#Goals

img_7351Yesterday I had my scheduled “Be Well” visit, one of the many annoying assaults to my dignity that I must endure, like a pigeon pecking a button for a pellet, to earn a lousy (taxable) $600.

A slim, bright-eyed doctor strode into the room. He looked all of twelve years old.

“So! Let’s talk about your Be Well goals for the year!”

I was taken aback. “Oh! I actually have been thinking about those all week, but I’m still working on them. I promise I’ll have them by my next phone appointment with my Be Well Advocate though.”

“Mmmhmmm,” he said with his fingers poised over the keyboard, “But I have to put them into the system, so let’s go ahead and work on those now.”

“NOW?!” I said in a mild panic, “Well, OK. I will…ummm…try to exercise four days a week.”

“Good one!” he said with an encouraging smile, “One more.”

“I’m blanking. Do you have any suggestions for me?” I asked.

“How about…I will meditate three times a week for five minutes. That seems easy enough, right?”

“Yes, but…shouldn’t it be something that I would realistically do?”

I continued to muse out loud, “I know I should lose some weight, but I also feel like the goal should be something that would actually be achievable…”

“Drink less?” he proposed.

“I don’t drink.”

“Eat less sweets at work?”

“I don’t eat a lot of sweets.”

“Eat a greater proportion of vegetables at meals?”

“I don’t eat meat.”

“Well! You’re just perfect.”

Exasperating medical health professionals is one of my special talents.

Until this year, it used to be the case that instead of going to a doctor, the Be Well program would require you to move through stations set up around a large conference room. At one station you would get weighed and measured. At another station you would get your blood drawn. At the final station, a nurse would interpret your results and give you recommendations to improve your health.

One year, a well-meaning nurse tried to get to the bottom of my high cholesterol numbers.

“Do you eat a lot of sugar?”

“No, I really don’t.”

“Do you eat a lot of fried foods?”

“No.”

He started to look at me with suspicion.

“Red meat?”

“I don’t eat meat, just fish occasionally.”

His eyes narrowed and he asked, “Fatty foods?”

“Not really, although…I do eat cheese,” I conceded.

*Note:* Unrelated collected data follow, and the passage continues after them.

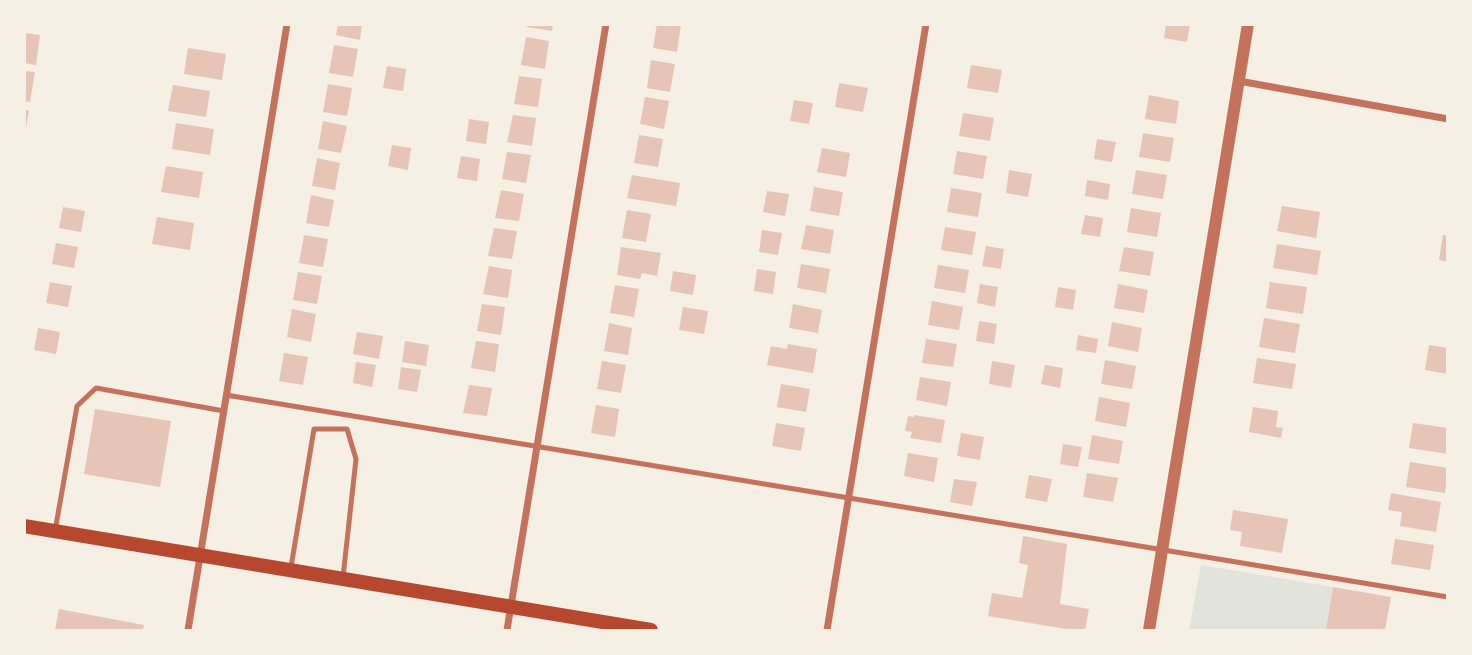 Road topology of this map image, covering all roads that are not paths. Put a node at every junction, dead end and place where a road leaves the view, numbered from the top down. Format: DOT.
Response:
graph roads {
  1 [pos="287,24"];
  2 [pos="606,24"];
  3 [pos="926,24"];
  4 [pos="1248,24"];
  5 [pos="1239,81"];
  6 [pos="1447,119"];
  7 [pos="226,395"];
  8 [pos="224,411"];
  9 [pos="537,446"];
  10 [pos="849,499"];
  11 [pos="24,526"];
  12 [pos="55,531"];
  13 [pos="1162,549"];
  14 [pos="200,555"];
  15 [pos="291,570"];
  16 [pos="342,579"];
  17 [pos="1447,597"];
  18 [pos="511,607"];
  19 [pos="188,631"];
  20 [pos="507,631"];
  21 [pos="651,631"];
  22 [pos="827,631"];
  23 [pos="1149,631"];
  1 -- 7 [label="street"];
  2 -- 9 [label="street"];
  3 -- 10 [label="street"];
  4 -- 5 [label="street"];
  5 -- 6 [label="street"];
  5 -- 13 [label="street"];
  7 -- 8 [label="street"];
  7 -- 9 [label="lane"];
  8 -- 12 [label="lane"];
  8 -- 14 [label="street"];
  9 -- 10 [label="lane"];
  9 -- 18 [label="street"];
  10 -- 13 [label="lane"];
  10 -- 22 [label="street"];
  11 -- 12 [label="main road"];
  12 -- 14 [label="main road"];
  13 -- 17 [label="lane"];
  13 -- 23 [label="street"];
  14 -- 15 [label="main road"];
  14 -- 19 [label="street"];
  15 -- 16 [label="main road"];
  15 -- 16 [label="lane"];
  16 -- 18 [label="main road"];
  18 -- 20 [label="street"];
  18 -- 21 [label="main road"];
}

The nurse pounced: “You MUST. EAT. LESS. CHEESE.”

Now, under pressure to come up with something, anything, I blurted out to the doctor: “OK, I have my second goal!” Forgetting all my scruples about setting a goal that was both realistic and achievable I announced: “I will eat less cheese.” I cringed as the words spilled from my lips, fully confident that no stupider-sounding goal had ever been set in the history of the universe.

Doogie Howser exacted his revenge on me.

“Hah! That’s the exact opposite of MY goal. My goal is to eat MORE cheese. I fantasize about quitting medicine and becoming a cheesemaker! But my wife says I have to pay off all my med school loans first.”

Well, I suppose we all have our crosses to bear.